What if we want the Ball to jump and not to swing? We will need another function to accomplish that. Alter the statement to this:
Ball.Position.Y = abs( sin( time * 180 ) );
We have now encapsulated the term sin( time * 180 ) as an argument for an absolute function. This function will return the absolute value of the argument; that means that every value that is negative will be positive afterword. The animation in the first second stays the same as in the previous example since all values are positive when time is between 0 and 1. In the following second all previously negative values become positive resulting in the second part of the sine wave to be inverted. The Ball jumps now up and down periodically.
We will now use a custom variable to control the height of the bounce. To do this, add an effector to 2, 0, 0, make it animatable and name it "Controller". Add the Controller's Y position channel to the channel list. Modify the previous statement to this:
Ball.Position.Y = abs( sin( time * 180 ) ) * Controller.Position.Y;
Since the value of abs( sin( time * 180 ) ) will now be multiplied with the Y position value of the effector we can change the height of the bounce when we change the Y position of the Controller. To check this out set the Controllers Y position to different values and watch the result. The higher the controller object is, the higher the ball jumps.
You can also animate the Controller object's Y position and the height of the bounce will be adjusted dynamically.
We can also control the speed of the bounce with our controller object. To do so, add the Controllers Y rotation channel to the channel list and modify the statement to this:
Ball.Position.Y = abs( sin( time * Controller.Yaw_Y) ) * Controller.Position.Y;
We have now exchanged the constant 180 with the custom variable Controller.Yaw_Y. When the Y rotation is 0 the ball will not bounce at all. The higher the value is the faster the ball will bounce. To check this out just try different values for the Y rotation and watch the result. When we animate the Y rotation of the Controller we will see that the speed of the bouncing will increase or decrease when the Y rotation gets larger or smaller.
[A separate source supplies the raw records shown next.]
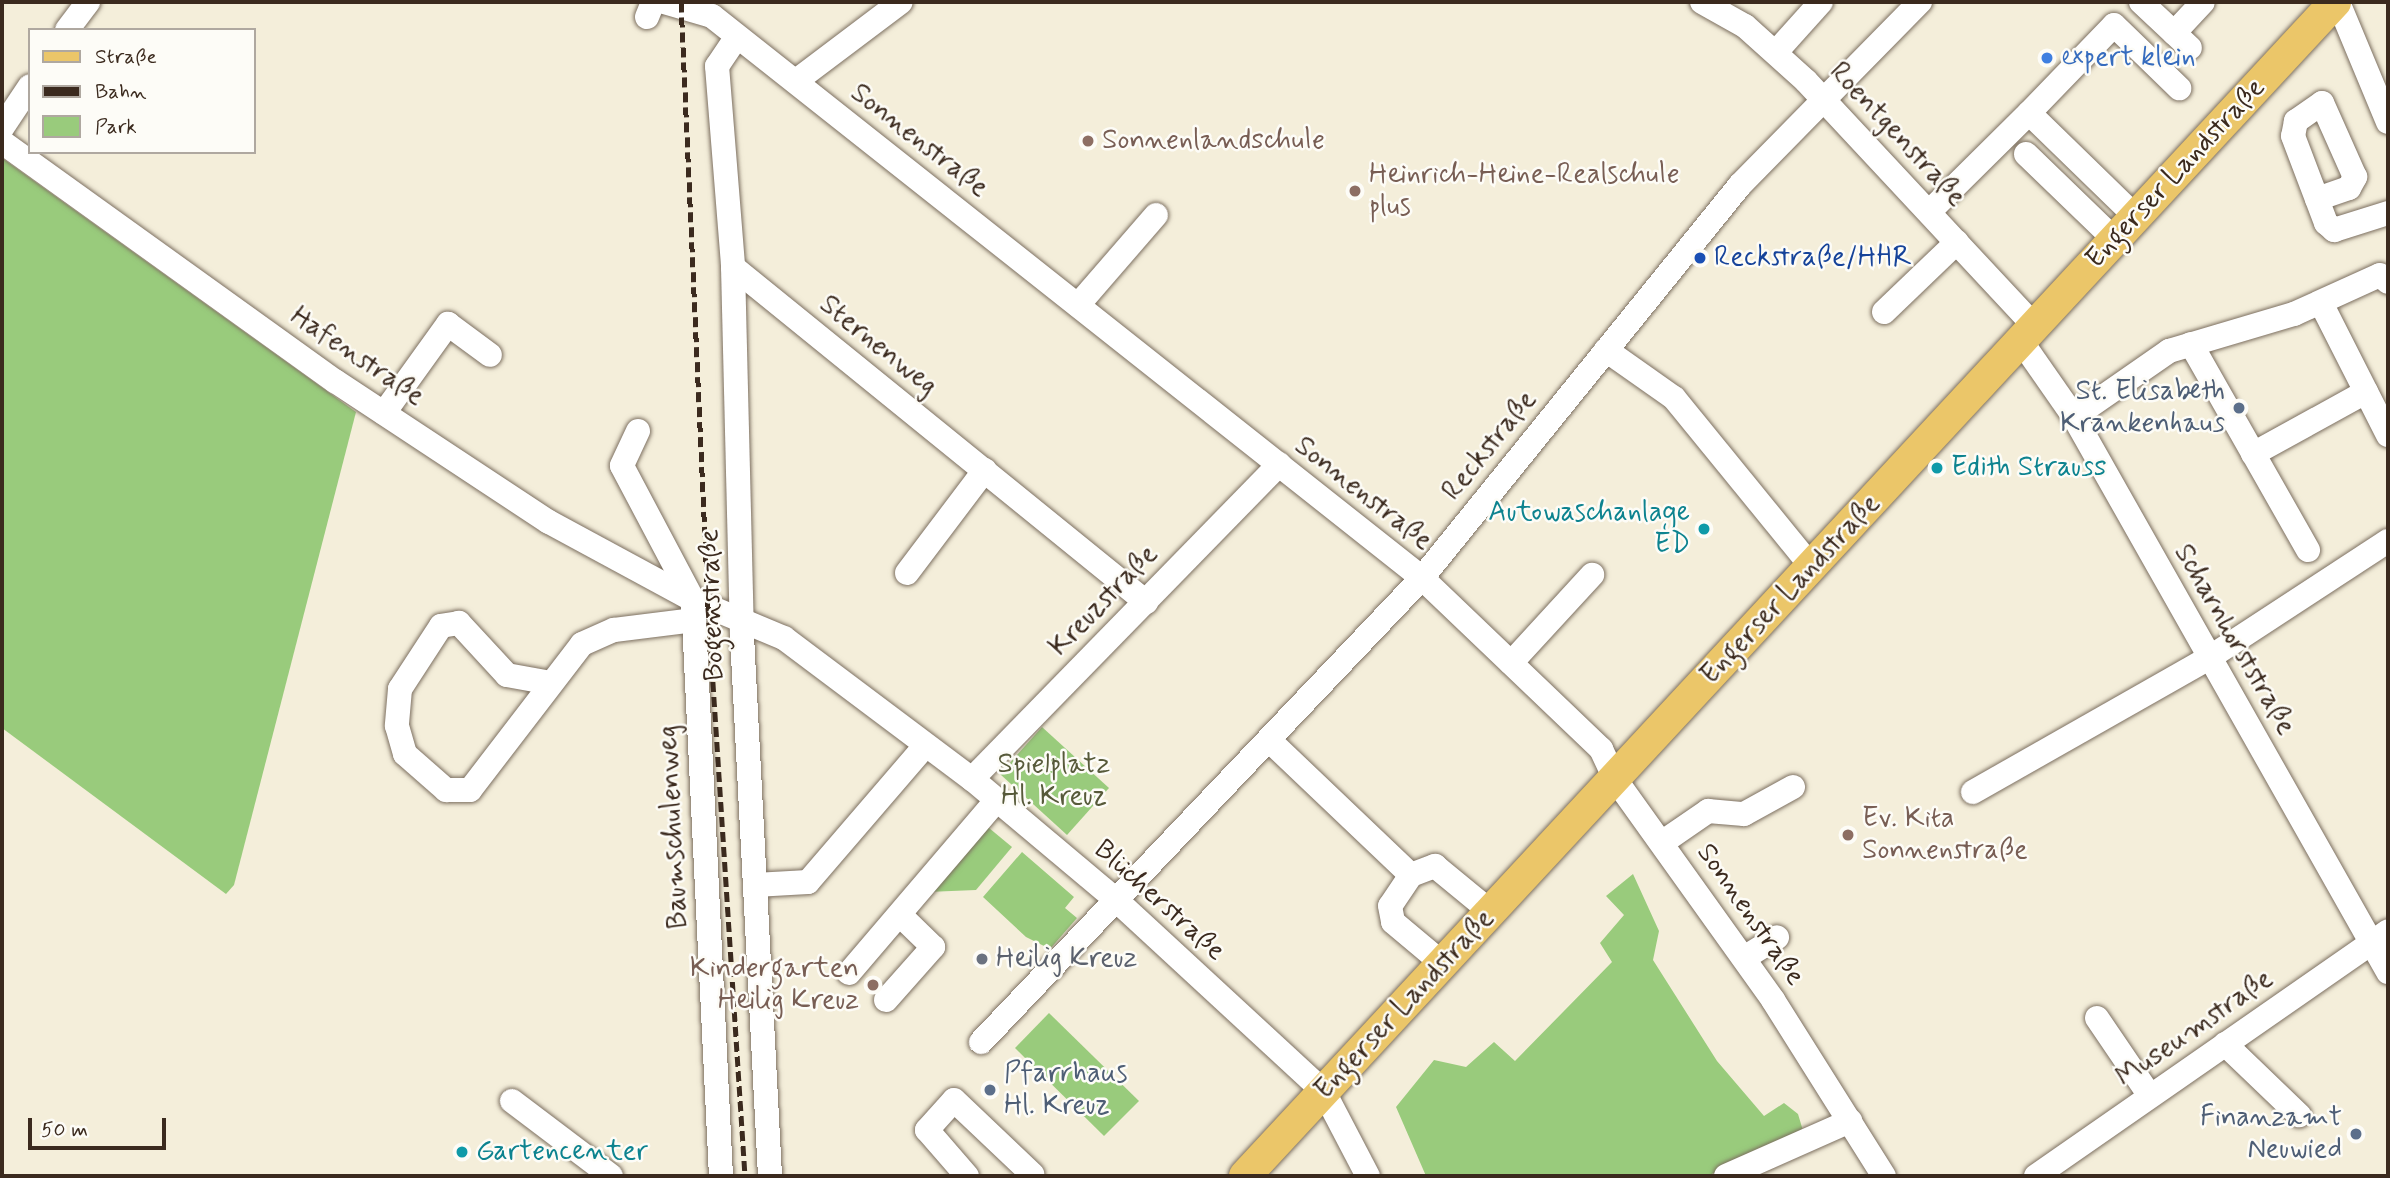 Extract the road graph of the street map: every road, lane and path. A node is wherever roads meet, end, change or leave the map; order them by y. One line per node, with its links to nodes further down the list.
1 (88, 2): 11 (street)
2 (901, 2): 14 (street)
3 (1702, 2): 13 (street, Roentgenstraße)
4 (1821, 2): 13 (street)
5 (1920, 2): 17 (street, Reckstraße)
6 (2141, 2): 7 (street)
7 (2203, 2)
8 (2337, 2): 19 (street); 27 (main road, Engerser Landstraße)
9 (655, 7): 10 (street, Sonnenstraße)
10 (713, 9): 12 (street, Sonnenstraße)
11 (68, 28)
12 (736, 38): 14 (street, Sonnenstraße); 30 (street, Bogenstraße)
13 (1776, 52): 17 (street, Roentgenstraße)
14 (796, 81): 33 (street, Sonnenstraße)
15 (2179, 88): 18 (street)
16 (28, 89): 20 (street)
17 (1825, 100): 24 (street, Roentgenstraße); 37 (street, Reckstraße)
18 (2029, 113): 24 (street); 27 (street)
19 (2388, 121)
20 (2, 128)
21 (2, 142): 40 (street, Hafenstraße)
22 (2026, 154): 28 (street)
23 (2317, 199): 25 (street)
24 (1929, 212): 29 (street, Roentgenstraße)
25 (2388, 213)
26 (1156, 215): 33 (street)
27 (2136, 217): 28 (main road, Engerser Landstraße)
28 (2115, 240): 35 (main road, Engerser Landstraße)
29 (1957, 242): 34 (street); 35 (street, Roentgenstraße)
30 (733, 267): 46 (street, Sternenweg); 55 (street, Bogenstraße)
31 (2388, 282): 32 (street)
32 (2321, 303): 36 (street); 39 (street)
33 (1078, 305): 45 (street, Sonnenstraße)
34 (1884, 312)
35 (2028, 334): 41 (street, Scharnhorststraße); 49 (main road, Engerser Landstraße)
36 (2191, 344): 41 (street); 44 (street)
37 (1606, 350): 49 (street); 52 (street, Reckstraße)
38 (490, 355): 40 (street)
39 (2366, 392): 43 (street); 44 (street)
40 (384, 413): 54 (street, Hafenstraße)
41 (2074, 417): 56 (street, Scharnhorststraße)
42 (638, 431): 54 (street)
43 (2388, 435)
44 (2253, 454): 48 (street)
45 (1279, 464): 52 (street, Sonnenstraße); 53 (street, Kreuzstraße)
46 (985, 470): 50 (street); 53 (street, Sternenweg)
47 (2388, 541): 56 (street)
48 (2308, 550)
49 (1812, 567): 62 (main road, Engerser Landstraße)
50 (907, 573)
51 (1592, 575): 57 (street)
52 (1422, 578): 57 (street, Sonnenstraße); 59 (street, Reckstraße)
53 (1146, 602): 61 (street, Kreuzstraße)
54 (693, 610): 55 (street, Blücherstraße); 58 (street); 89 (street, Baumschulenweg)
55 (743, 616): 60 (street, Blücherstraße); 68 (street, Bogenstraße)
56 (2209, 658): 64 (street); 73 (street, Scharnhorststraße)
57 (1511, 663): 62 (street, Sonnenstraße)
58 (551, 683): 58 (street)
59 (1269, 740): 67 (street); 69 (street, Reckstraße)
60 (925, 746): 61 (street, Blücherstraße); 68 (street)
61 (972, 779): 65 (street, Blücherstraße)
62 (1615, 779): 66 (street, Sonnenstraße); 70 (main road, Engerser Landstraße)
63 (1793, 786): 66 (street)
64 (1973, 792)
65 (997, 800): 69 (street, Blücherstraße); 71 (street)
66 (1663, 842): 74 (street, Sonnenstraße)
67 (1411, 875): 70 (street); 75 (street)
68 (755, 885): 90 (street, Bogenstraße)
69 (1114, 898): 80 (street, Reckstraße); 82 (street, Blücherstraße)
70 (1491, 912): 75 (main road, Engerser Landstraße)
71 (901, 916): 77 (street); 78 (street)
72 (1777, 937): 74 (street)
73 (2380, 937): 76 (street, Scharnhorststraße); 81 (street, Museumstraße)
74 (1744, 958): 86 (street, Sonnenstraße)
75 (1443, 964): 82 (main road, Engerser Landstraße)
76 (2388, 972)
77 (849, 973)
78 (886, 1000)
79 (2097, 1018): 83 (street)
80 (981, 1042)
81 (2225, 1044): 83 (street, Museumstraße); 85 (street)
82 (1324, 1092): 92 (main road, Engerser Landstraße); 93 (street, Blücherstraße)
83 (2150, 1096): 96 (street, Museumstraße)
84 (512, 1101): 88 (street)
85 (2299, 1115)
86 (1850, 1121): 94 (street); 95 (street, Sonnenstraße)
87 (1032, 1174): 91 (street)
88 (611, 1176)
89 (721, 1176)
90 (770, 1176)
91 (967, 1176)
92 (1245, 1176)
93 (1368, 1176)
94 (1726, 1176)
95 (1884, 1176)
96 (2036, 1176)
When we add the Y position value and the Y rotation value to the function curve editor, we get two envelope curves for the precise adjustment for the behavior of the bouncing.
With these two Controls we can simulate the fade out of the ball's bouncing.
Summary
In this section, you learned how to
- use functions
- use functions within other functions as arguments
- use custom variables as envelopes
|